À 70 ans, l’ancienne gloire de Sclessin coule des jours heureux dans le Limbourg. Toujours avec le ballon rond en toile de fond. S’il va souvent à Genk ("Enfin, pas en playoffs 2, ça ne m’intéresse pas"), son cœur est au Standard, où il va encore de manière plus que régulière. "Je reste supporter. Dans les mauvais moments comme dans les bons."
Pour l’instant, c’est loin d’être bon !
"C’est clair mais je reste derrière l’équipe. Quand je regarde le début des playoffs avec un match de bonne facture contre Bruges et une victoire contre Anderlecht, même si on peut imputer une partie de la faute à Besnik Hasi, je me disais qu’ils pouvaient faire quelque chose et aller chercher la troisième place."
Mais ce n’est pas suffisant pour l’instant…
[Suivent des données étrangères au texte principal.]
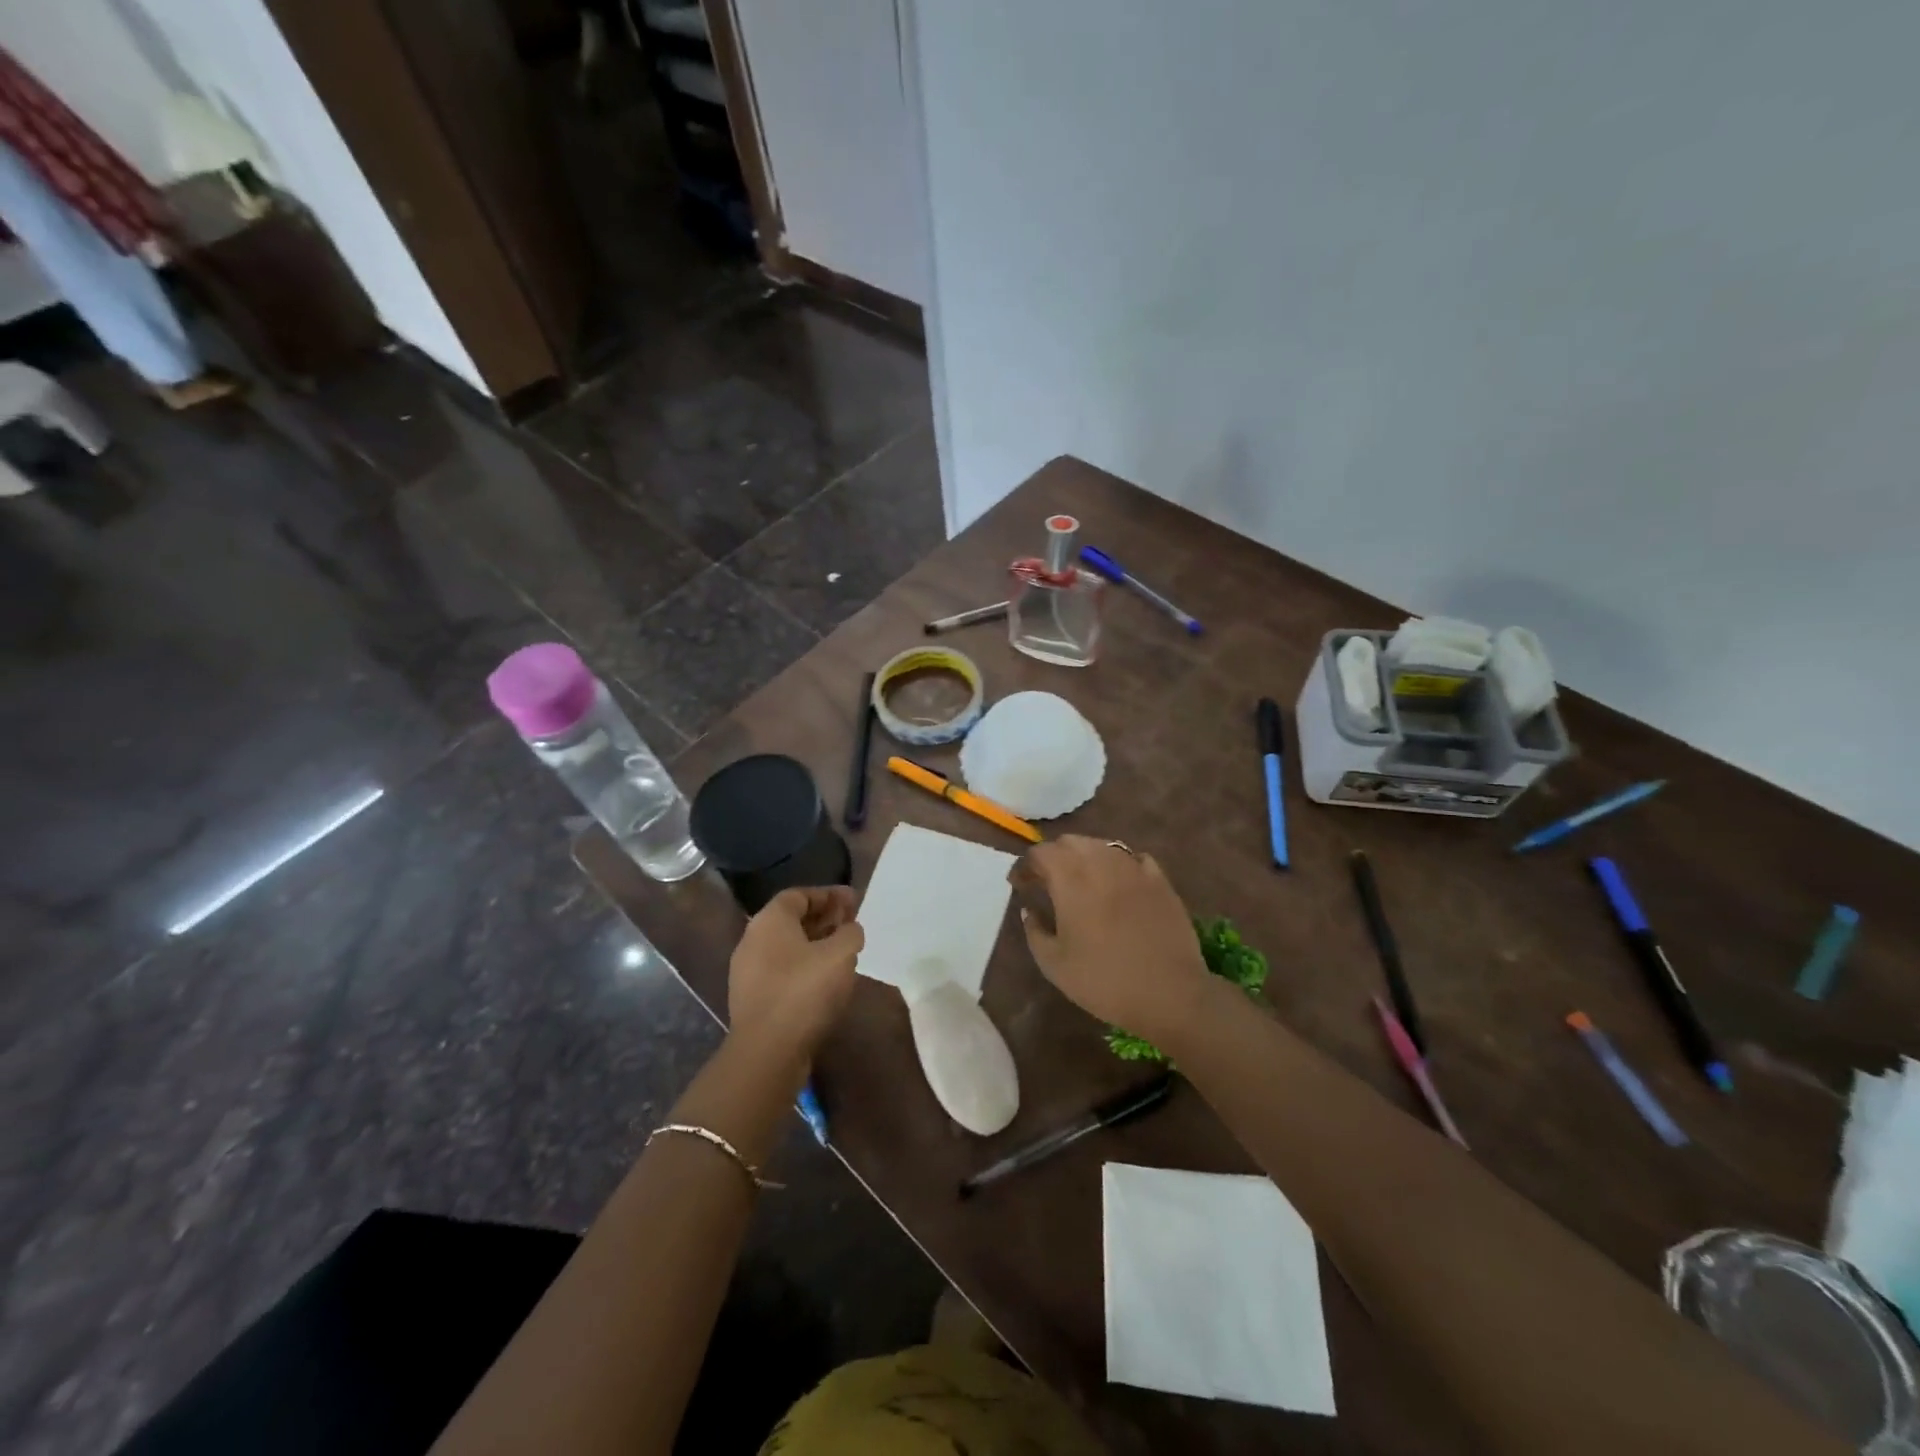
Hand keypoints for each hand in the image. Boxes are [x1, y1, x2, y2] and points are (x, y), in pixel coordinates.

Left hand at [728, 886, 863, 1068]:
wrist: (766, 1053)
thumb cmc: (804, 992)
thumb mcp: (841, 955)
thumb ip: (851, 933)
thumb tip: (849, 930)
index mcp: (769, 920)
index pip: (800, 894)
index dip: (829, 895)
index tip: (854, 901)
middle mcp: (752, 940)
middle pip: (791, 920)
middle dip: (824, 918)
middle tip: (851, 925)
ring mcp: (748, 972)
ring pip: (787, 947)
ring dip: (816, 945)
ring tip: (844, 953)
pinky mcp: (752, 999)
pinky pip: (782, 971)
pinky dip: (805, 968)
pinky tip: (826, 981)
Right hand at [1013, 836, 1211, 1041]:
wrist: (1170, 993)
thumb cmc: (1104, 980)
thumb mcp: (1054, 965)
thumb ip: (1035, 931)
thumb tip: (1029, 910)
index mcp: (1070, 879)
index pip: (1040, 853)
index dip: (1025, 865)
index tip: (1018, 883)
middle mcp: (1101, 863)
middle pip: (1070, 842)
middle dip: (1053, 856)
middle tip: (1046, 880)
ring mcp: (1134, 868)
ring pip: (1102, 846)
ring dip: (1084, 857)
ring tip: (1081, 881)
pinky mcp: (1160, 880)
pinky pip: (1134, 859)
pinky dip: (1118, 865)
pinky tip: (1118, 883)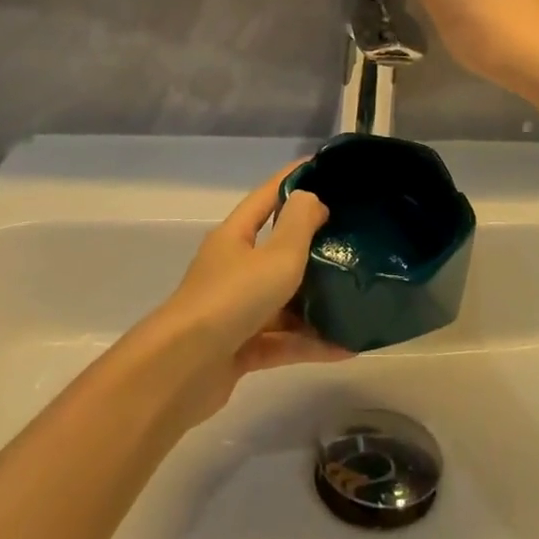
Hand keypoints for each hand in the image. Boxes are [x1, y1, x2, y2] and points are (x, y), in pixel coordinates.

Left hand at [136, 168, 347, 424]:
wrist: (180, 371)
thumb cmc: (231, 300)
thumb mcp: (276, 256)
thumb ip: (299, 224)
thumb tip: (311, 198)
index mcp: (235, 236)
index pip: (267, 195)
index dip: (294, 178)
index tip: (325, 167)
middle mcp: (233, 268)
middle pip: (276, 249)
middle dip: (313, 244)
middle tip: (354, 238)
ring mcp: (234, 310)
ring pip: (282, 299)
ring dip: (316, 302)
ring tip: (357, 299)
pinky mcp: (239, 349)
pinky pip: (282, 340)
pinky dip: (309, 342)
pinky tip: (345, 348)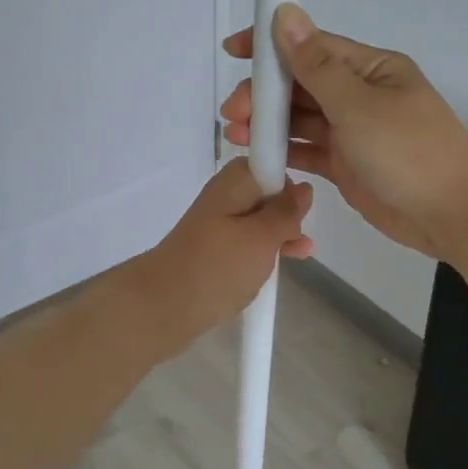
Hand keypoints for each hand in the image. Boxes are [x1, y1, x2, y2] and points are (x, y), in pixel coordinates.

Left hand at [120, 159, 313, 356]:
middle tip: (298, 238)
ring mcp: (217, 224)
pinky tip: (276, 266)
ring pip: (258, 220)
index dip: (288, 182)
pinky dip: (263, 251)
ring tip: (300, 255)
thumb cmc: (218, 267)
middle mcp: (225, 196)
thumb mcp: (262, 237)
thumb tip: (303, 188)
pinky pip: (246, 242)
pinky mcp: (213, 250)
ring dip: (280, 235)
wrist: (163, 306)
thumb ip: (286, 213)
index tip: (300, 208)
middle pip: (266, 192)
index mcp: (234, 182)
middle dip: (287, 212)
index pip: (269, 162)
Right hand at [220, 4, 467, 261]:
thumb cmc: (409, 151)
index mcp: (370, 69)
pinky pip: (307, 150)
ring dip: (268, 124)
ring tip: (236, 135)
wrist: (451, 215)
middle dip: (264, 94)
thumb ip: (315, 65)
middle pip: (301, 85)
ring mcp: (352, 132)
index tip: (232, 50)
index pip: (312, 47)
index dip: (270, 46)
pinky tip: (257, 157)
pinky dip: (283, 152)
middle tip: (232, 113)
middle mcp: (359, 95)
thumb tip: (286, 13)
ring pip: (300, 119)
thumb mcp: (358, 105)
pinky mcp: (346, 165)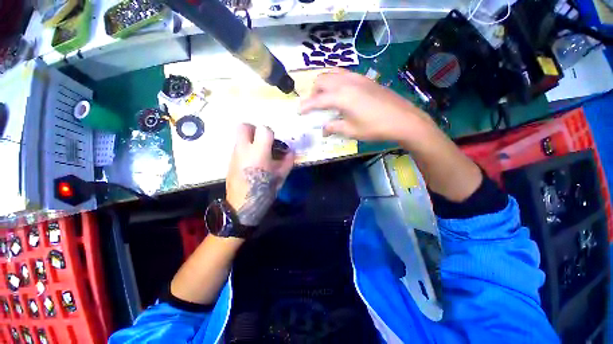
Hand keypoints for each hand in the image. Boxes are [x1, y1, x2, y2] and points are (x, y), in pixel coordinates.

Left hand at [226, 123, 294, 225]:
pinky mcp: (230, 161)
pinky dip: (246, 149)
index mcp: (258, 152)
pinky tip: (252, 162)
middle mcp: (243, 149)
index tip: (274, 143)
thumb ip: (288, 161)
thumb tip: (291, 151)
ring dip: (250, 140)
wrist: (241, 206)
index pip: (263, 129)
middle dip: (254, 129)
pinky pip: (238, 147)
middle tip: (262, 140)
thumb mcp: (281, 177)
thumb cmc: (264, 191)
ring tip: (258, 153)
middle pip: (243, 126)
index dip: (271, 134)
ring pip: (239, 136)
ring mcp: (234, 154)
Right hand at [299, 69, 435, 142]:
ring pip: (332, 73)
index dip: (305, 106)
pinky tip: (340, 93)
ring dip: (324, 84)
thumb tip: (323, 130)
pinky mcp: (365, 78)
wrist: (402, 119)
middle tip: (314, 106)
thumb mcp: (351, 131)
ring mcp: (357, 78)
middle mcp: (346, 82)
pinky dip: (336, 81)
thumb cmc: (374, 128)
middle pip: (322, 80)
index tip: (298, 112)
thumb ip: (333, 128)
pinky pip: (344, 74)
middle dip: (313, 92)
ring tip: (325, 97)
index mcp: (341, 97)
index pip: (316, 100)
"J’en attendais plus. Battre Anderlecht ne suffit pas pour réussir sa saison."
Avez-vous une explication ?
"Il n’est pas simple de définir le problème."
Peut-on parler d’une certaine versatilité ?
"Il est clair qu’avoir eu trois entraîneurs en un an ne permet pas une grande stabilité, de créer une base. Il y avait eu un départ positif sous l’ère Riga même si je m’interroge toujours sur la mise de côté d’Ivan Vukomanovic. Il faisait du bon boulot. On lui reprochait son manque d’expérience et peut-être une tendance trop défensive mais on aurait peut-être dû lui laisser sa chance. Avec Imoh Ezekiel en plus, il aurait pu jouer autrement. Il n’avait pas de force offensive."
Quel bilan tirez-vous de la période sous José Riga ?
"Pour le moment, cela n’a pas marché. La saison n’est pas réussie. Ses débuts étaient concluants mais les playoffs ont montré des choses plus négatives."
Pensez-vous qu’il partira en fin de saison ou avant ?
"Mettre un entraîneur dehors à quatre journées de la fin est inutile. Pour ce qui est de la saison prochaine, tout est entre les mains du patron, Roland Duchâtelet. Un coach est jugé sur son travail et ses résultats. Ces derniers ne sont pas bons. Le Standard mérite mieux que sa position actuelle."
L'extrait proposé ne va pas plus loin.